Some aircraft gain a reputation for reliability and efficiency. Others acquire an altogether more sinister reputation. One such aircraft was the Avro Tudor airliner, created by Avro Chief Designer Roy Chadwick in 1944 using the wings, engines and undercarriage of the Avro Lincoln bomber.
The Tudor certainly wasn’t an ideal passenger aircraft, with high fuel consumption from its four Merlin engines, a tendency to swing on take-off and abrupt stall characteristics.

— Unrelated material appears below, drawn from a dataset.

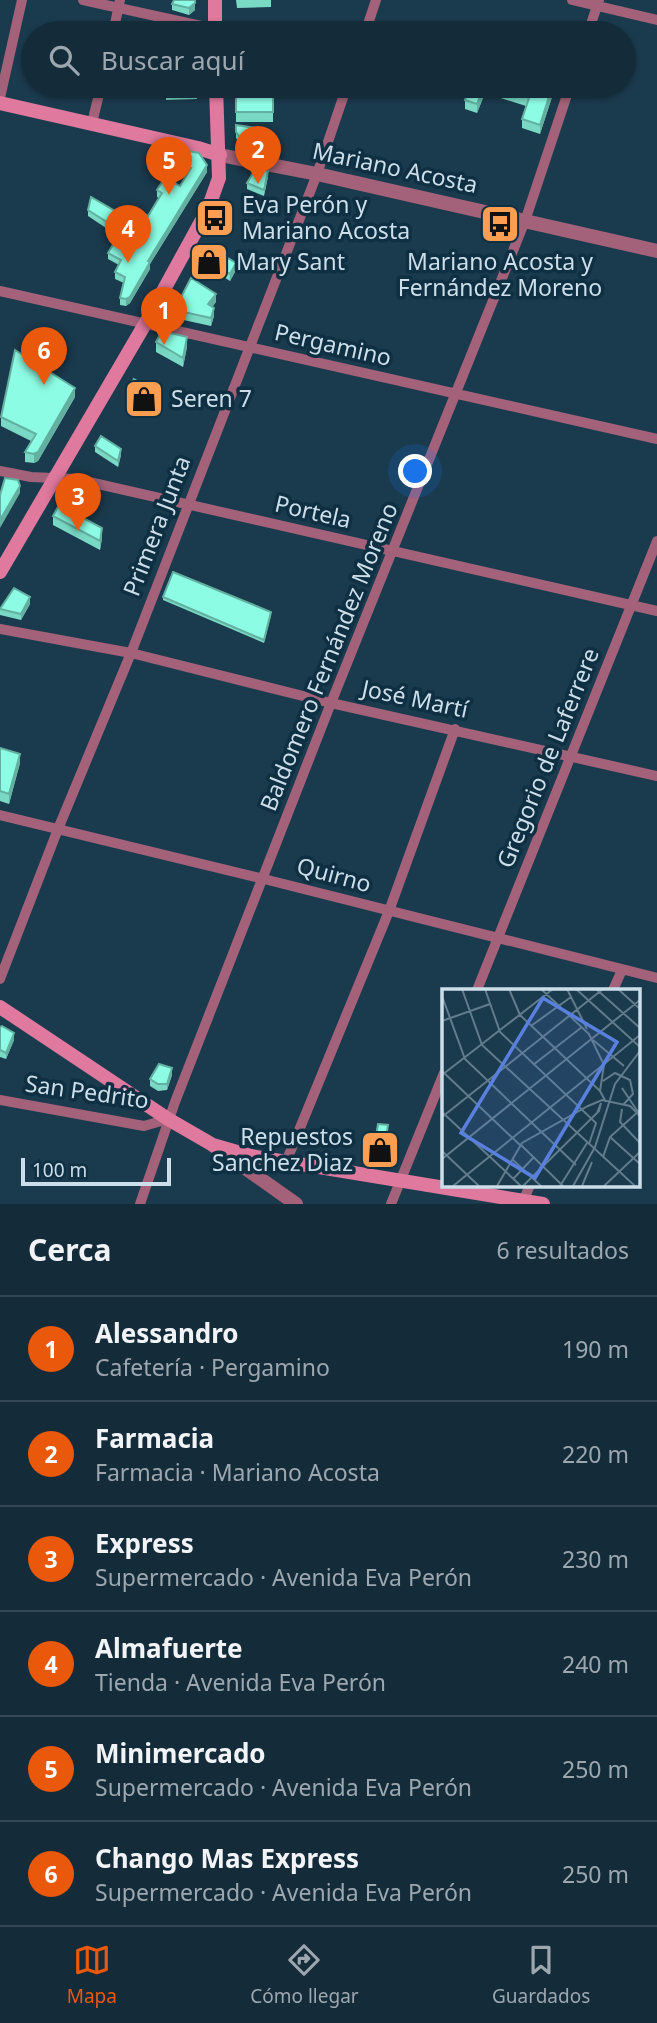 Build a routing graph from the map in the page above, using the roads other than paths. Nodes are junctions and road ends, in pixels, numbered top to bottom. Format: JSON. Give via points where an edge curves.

The Tudor had been designed in conjunction with the British Overseas Aircraft Corporation (BOAC), Britain’s state airline, and it had been hoped that this company would become the main customer for the Tudor. But BOAC was distinctly unimpressed in particular with this aircraft’s high fuel consumption and limited passenger-carrying ability. In March 1947 the company announced that they were not interested in Tudor airliners because they believed that there was “practically no possibility of modifying them to produce an aircraft which is economic to operate.”
The Tudor II
As a direct result of criticism from BOAC, Avro began work on a revised version of this aircraft, the larger Type 689 Tudor II. This featured a longer fuselage capable of carrying up to 60 seated passengers (at the time it was first flown in 1946, the Tudor II was the largest British aircraft ever). Initially, BOAC and other airlines were enthusiastic about this new version, and several orders were placed.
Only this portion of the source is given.